Stored data entries:
>>>>>
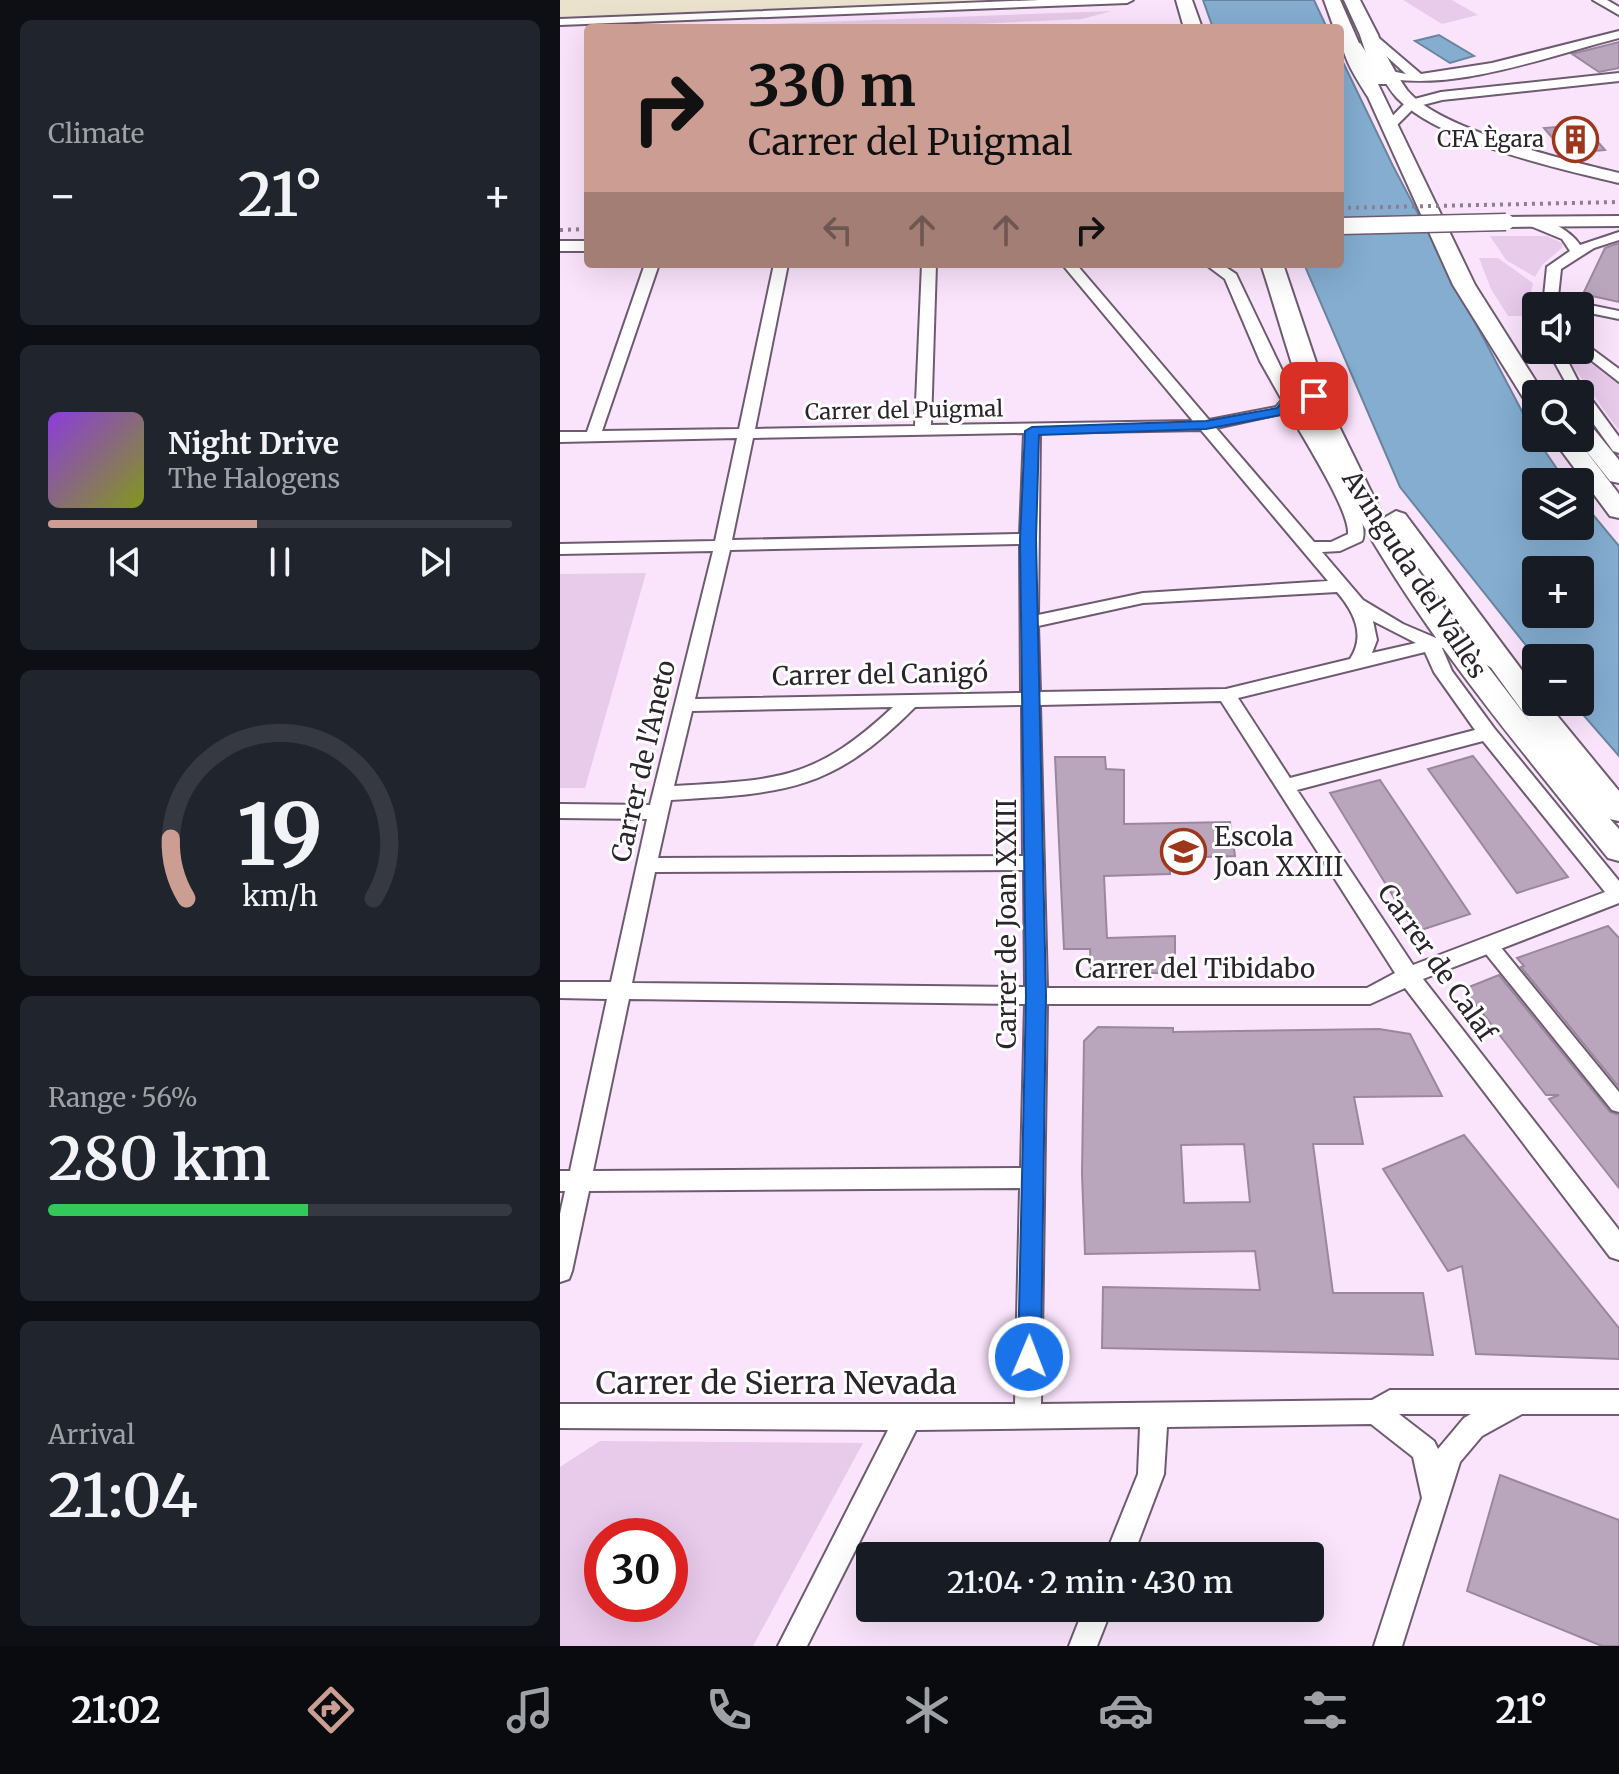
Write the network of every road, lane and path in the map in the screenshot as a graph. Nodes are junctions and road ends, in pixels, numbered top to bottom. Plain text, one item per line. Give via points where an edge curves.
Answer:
1 (1127, 0) edge
2 (1171, 0) edge
3 (1184, 0) edge
4 (1332, 0) edge
5 (1352, 0) edge
6 (1599, 0) edge
7 (1619, 12) edge
8 (560, 22) edge
9 (1179, 24) edge
10 (1192, 24) edge
11 (1343, 24) edge
12 (1344, 27) joint
13 (1619, 34) edge
14 (1370, 39) junction
15 (1386, 75) junction
16 (1619, 77) edge
17 (1419, 79) junction
18 (1496, 89) junction
19 (1399, 116) junction
20 (1619, 178) edge
21 (1619, 221) edge
22 (1533, 222) junction
23 (1344, 226) edge
24 (1619, 236) edge
25 (560, 246) edge
26 (584, 246) edge
27 (1577, 251) junction
28 (651, 268) edge
29 (780, 268) edge
30 (929, 268) edge
31 (1072, 268) edge
32 (1218, 268) edge
33 (1273, 268) edge
34 (1288, 268) edge
35 (1551, 292) edge
36 (1594, 310) edge
37 (1619, 315) edge
38 (1594, 356) edge
39 (1562, 364) edge
40 (1619, 377) edge
41 (1524, 380) edge
42 (1543, 380) edge
43 (1305, 391) junction
44 (1206, 425) junction
45 (1032, 431) junction
46 (923, 432) junction
47 (747, 435) junction
48 (593, 436) junction
49 (560, 437) edge
50 (1594, 438) edge
51 (1594, 445) edge
52 (1619, 448) edge
53 (1575, 452) edge
54 (1619, 459) edge
55 (1619, 476) edge
56 (1619, 511) edge
57 (1028, 539) junction
58 (723, 545) junction
59 (1309, 547) junction
60 (560, 549) edge
61 (1342, 586) junction
62 (1357, 604) junction
63 (1030, 622) junction
64 (1442, 640) junction
65 (1358, 660) junction
66 (1510, 674) junction
67 (1226, 695) junction
68 (1031, 697) junction
69 (911, 700) junction
70 (684, 705) junction
71 (1487, 733) junction
72 (1285, 786) junction
73 (660, 803) junction
74 (560, 811) edge
75 (1619, 811) edge
76 (1619, 850) edge
77 (1034, 863) junction
78 (647, 865) junction
79 (1619, 895) edge
80 (1488, 944) junction
81 (1408, 976) junction
82 (560, 990) edge
83 (622, 990) junction
84 (1036, 996) junction
85 (1619, 1105) edge
86 (1033, 1178) junction
87 (571, 1181) edge
88 (1619, 1249) edge
89 (560, 1271) edge
90 (1619, 1402) edge
91 (1514, 1404) junction
92 (1376, 1412) junction
93 (560, 1416) edge
94 (1154, 1416) junction
95 (1028, 1417) junction
96 (908, 1418) junction
97 (1434, 1495) junction
98 (1124, 1542) edge
99 (1092, 1622) edge
100 (792, 1646) edge
101 (1083, 1646) edge
102 (1388, 1646) edge

1 - 8 street
2 - 9 main road
3 - 10 main road
4 - 11 main road
5 - 14 main road
6 - 7 street
12 - 15 street via 1368,67
12 - 19 main road
13 - 17 street
14 - 15 main road
14 - 17 street
15 - 17 street
15 - 19 main road
16 - 18 street
17 - 18 street via 1449,87
18 - 19 street via 1441,96
19 - 20 street via 1432,117 1532,158
19 - 41 main road via 1464,285
19 - 42 main road via 1492,312
21 - 22 street
22 - 23 street, bridge
22 - 27 street via 1567,236
24 - 27 street
25 - 26 street
27 - 35 street via 1554,267
28 - 48 street
29 - 47 street, Carrer de l'Aneto
30 - 46 street
31 - 44 street
32 - 43 street, Avinguda del Vallès via 1231,277 1268,361
33 - 43 main road, Avinguda del Vallès
34 - 66 main road, Avinguda del Vallès via 1334,395 1372,478 1408,537
36 - 37 street
38 - 40 street
39 - 52 street
43 - 44 street, Carrer del Puigmal via 1281,411
43 - 59 street, Avinguda del Vallès via 1357,527 1356,537 1348,543
43 - 64 main road, Avinguda del Vallès
44 - 45 street, Carrer del Puigmal
44 - 59 street
45 - 46 street, Carrer del Puigmal
45 - 57 street, Carrer de Joan XXIII
46 - 47 street, Carrer del Puigmal
47 - 48 street, Carrer del Puigmal
47 - 58 street, Carrer de l'Aneto
48 - 49 street, Carrer del Puigmal
50 - 54 street
51 - 55 main road
53 - 56 main road
57 - 58 street
57 - 63 street, Carrer de Joan XXIII
58 - 60 street
58 - 70 street, Carrer de l'Aneto
59 - 61 street
61 - 62 street
61 - 63 street via 1143,598
62 - 64 street via 1397,628
62 - 65 street via 1369,643
63 - 68 street, Carrer de Joan XXIII
64 - 65 street, Carrer del Canigó
64 - 66 street via 1477,649
64 - 71 street, Avinguda del Vallès via 1443,672
64 - 76 main road, Avinguda del Vallès
65 - 67 street, Carrer del Canigó
66 - 75 main road, Avinguda del Vallès
67 - 68 street, Carrer del Canigó
67 - 72 street, Carrer de Calaf
68 - 69 street, Carrer del Canigó
68 - 77 street, Carrer de Joan XXIII
69 - 70 street, Carrer del Canigó
69 - 73 street via 819,773
70 - 73 street, Carrer de l'Aneto
71 - 72 street
71 - 79 street, Avinguda del Vallès
72 - 81 street, Carrer de Calaf
73 - 74 street
73 - 78 street, Carrer de l'Aneto
77 - 78 street
77 - 84 street, Carrer de Joan XXIII
78 - 83 street, Carrer de l'Aneto
79 - 80 street, Carrer del Tibidabo
80 - 81 street, Carrer del Tibidabo
80 - 85 street
81 - 84 street, Carrer del Tibidabo via 1370,996
81 - 88 street, Carrer de Calaf
82 - 83 street, Carrer del Tibidabo
83 - 84 street, Carrer del Tibidabo
83 - 87 street, Carrer de l'Aneto
84 - 86 street, Carrer de Joan XXIII
86 - 87 street
86 - 95 street, Carrer de Joan XXIII
87 - 89 street, Carrer de l'Aneto
90 - 91 street, Carrer de Sierra Nevada
91 - 92 street, Carrer de Sierra Nevada via 1390,1402
91 - 97 street, Carrer de Sierra Nevada via 1473,1427 1449,1455
92 - 94 street, Carrer de Sierra Nevada
92 - 97 street via 1425,1450
93 - 96 street, Carrer de Sierra Nevada
94 - 95 street, Carrer de Sierra Nevada
94 - 98 street via 1151,1474
95 - 96 street, Carrer de Sierra Nevada
96 - 100 street
97 - 102 street, Carrer de Sierra Nevada
99 - 101 street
<<<<<
Start to finish, write out the data above exactly, omitting all pictures.

» **Exercise output**:
Write the network of every road, lane and path in the map in the screenshot as a graph. Nodes are junctions and road ends, in pixels, numbered top to bottom. Plain text, one item per line. Give via points where an edge curves.
Answer:
1 (1127, 0) edge
2 (1171, 0) edge
3 (1184, 0) edge
4 (1332, 0) edge
5 (1352, 0) edge
6 (1599, 0) edge
7 (1619, 12) edge
8 (560, 22) edge
9 (1179, 24) edge
10 (1192, 24) edge
11 (1343, 24) edge
12 (1344, 27) joint
13 (1619, 34) edge
14 (1370, 39) junction
15 (1386, 75) junction
16 (1619, 77) edge
17 (1419, 79) junction
18 (1496, 89) junction
19 (1399, 116) junction
20 (1619, 178) edge
21 (1619, 221) edge
22 (1533, 222) junction
23 (1344, 226) edge
24 (1619, 236) edge
25 (560, 246) edge
26 (584, 246) edge
27 (1577, 251) junction
28 (651, 268) edge
29 (780, 268) edge
30 (929, 268) edge
31 (1072, 268) edge
32 (1218, 268) edge
33 (1273, 268) edge
34 (1288, 268) edge
35 (1551, 292) edge
36 (1594, 310) edge
37 (1619, 315) edge
38 (1594, 356) edge
39 (1562, 364) edge
40 (1619, 377) edge
41 (1524, 380) edge
42 (1543, 380) edge
43 (1305, 391) junction
44 (1206, 425) junction
45 (1032, 431) junction
46 (923, 432) junction
47 (747, 435) junction
48 (593, 436) junction
49 (560, 437) edge
50 (1594, 438) edge
51 (1594, 445) edge
52 (1619, 448) edge
53 (1575, 452) edge
54 (1619, 459) edge
55 (1619, 476) edge
56 (1619, 511) edge
57 (1028, 539) junction
58 (723, 545) junction
59 (1309, 547) junction
60 (560, 549) edge
61 (1342, 586) junction
62 (1357, 604) junction
63 (1030, 622) junction
64 (1442, 640) junction
65 (1358, 660) junction
66 (1510, 674) junction
67 (1226, 695) junction
68 (1031, 697) junction
69 (911, 700) junction
70 (684, 705) junction
71 (1487, 733) junction
72 (1285, 786) junction
73 (660, 803) junction
74 (560, 811) edge
75 (1619, 811) edge
76 (1619, 850) edge
77 (1034, 863) junction
78 (647, 865) junction
79 (1619, 895) edge
80 (1488, 944) junction
81 (1408, 976) junction
82 (560, 990) edge
83 (622, 990) junction
84 (1036, 996) junction
85 (1619, 1105) edge
86 (1033, 1178) junction
87 (571, 1181) edge
88 (1619, 1249) edge
89 (560, 1271) edge
90 (1619, 1402) edge
91 (1514, 1404) junction
92 (1376, 1412) junction
93 (560, 1416) edge
94 (1154, 1416) junction
95 (1028, 1417) junction
96 (908, 1418) junction
97 (1434, 1495) junction
98 (1124, 1542) edge
99 (1092, 1622) edge
100 (792, 1646) edge
101 (1083, 1646) edge
102 (1388, 1646) edge

1 - 8 street
2 - 9 main road
3 - 10 main road
4 - 11 main road
5 - 14 main road
6 - 7 street
12 - 15 street via 1368,67
12 - 19 main road
13 - 17 street
14 - 15 main road
14 - 17 street
15 - 17 street
15 - 19 main road
16 - 18 street
17 - 18 street via 1449,87
18 - 19 street via 1441,96
19 - 20 street via 1432,117 1532,158
19 - 41 main road via 1464,285
19 - 42 main road via 1492,312
21 - 22 street
22 - 23 street, bridge
22 - 27 street via 1567,236
24 - 27 street
25 - 26 street
27 - 35 street via 1554,267
28 - 48 street
29 - 47 street, Carrer de l'Aneto
30 - 46 street
31 - 44 street
32 - 43 street, Avinguda del Vallès via 1231,277 1268,361
33 - 43 main road, Avinguda del Vallès
34 - 66 main road, Avinguda del Vallès via 1334,395 1372,478 1408,537
36 - 37 street
38 - 40 street
39 - 52 street
43 - 44 street, Carrer del Puigmal via 1281,411
43 - 59 street, Avinguda del Vallès via 1357,527 1356,537 1348,543
43 - 64 main road, Avinguda del Vallès
44 - 45 street, Carrer del Puigmal
44 - 59 street
45 - 46 street, Carrer del Puigmal
45 - 57 street, Carrer de Joan XXIII
46 - 47 street, Carrer del Puigmal
47 - 48 street, Carrer del Puigmal
47 - 58 street, Carrer de l'Aneto
48 - 49 street, Carrer del Puigmal
50 - 54 street
51 - 55 main road
53 - 56 main road
57 - 58 street
57 - 63 street, Carrer de Joan XXIII
58 - 60 street
58 - 70 street, Carrer de l'Aneto
59 - 61 street
61 - 62 street
61 - 63 street via 1143,598
62 - 64 street via 1397,628
62 - 65 street via 1369,643
63 - 68 street, Carrer de Joan XXIII
64 - 65 street, Carrer del Canigó
64 - 66 street via 1477,649
64 - 71 street, Avinguda del Vallès via 1443,672
64 - 76 main road, Avinguda del Vallès
65 - 67 street, Carrer del Canigó
66 - 75 main road, Avinguda del Vallès
67 - 68 street, Carrer del Canigó
67 - 72 street, Carrer de Calaf
68 - 69 street, Carrer del Canigó
68 - 77 street, Carrer de Joan XXIII
69 - 70 street, Carrer del Canigó
69 - 73 street via 819,773
70 - 73 street, Carrer de l'Aneto
71 - 72 street
71 - 79 street, Avinguda del Vallès
72 - 81 street, Carrer de Calaf
73 - 74 street
73 - 78 street, Carrer de l'Aneto
77 - 78 street
77 - 84 street, Carrer de Joan XXIII
78 - 83 street, Carrer de l'Aneto
79 - 80 street, Carrer del Tibidabo
80 - 81 street, Carrer del Tibidabo
80 - 85 street
81 - 84 street, Carrer del Tibidabo via 1370,996
81 - 88 street, Carrer de Calaf
82 - 83 street, Carrer del Tibidabo
83 - 84 street, Carrer del Tibidabo
83 - 87 street, Carrer de l'Aneto
84 - 86 street, Carrer de Joan XXIII
86 - 87 street
86 - 95 street, Carrer de Joan XXIII
87 - 89 street, Carrer de l'Aneto
90 - 91 street, Carrer de Sierra Nevada
91 - 92 street, Carrer de Sierra Nevada via 1390,1402
91 - 97 street, Carrer de Sierra Nevada via 1473,1427 1449,1455
92 - 94 street, Carrer de Sierra Nevada
92 - 97 street via 1425,1450
93 - 96 street, Carrer de Sierra Nevada
94 - 95 street, Carrer de Sierra Nevada
94 - 98 street via 1151,1474
95 - 96 street, Carrer de Sierra Nevada
96 - 100 street
97 - 102 street, Carrer de Sierra Nevada
99 - 101 street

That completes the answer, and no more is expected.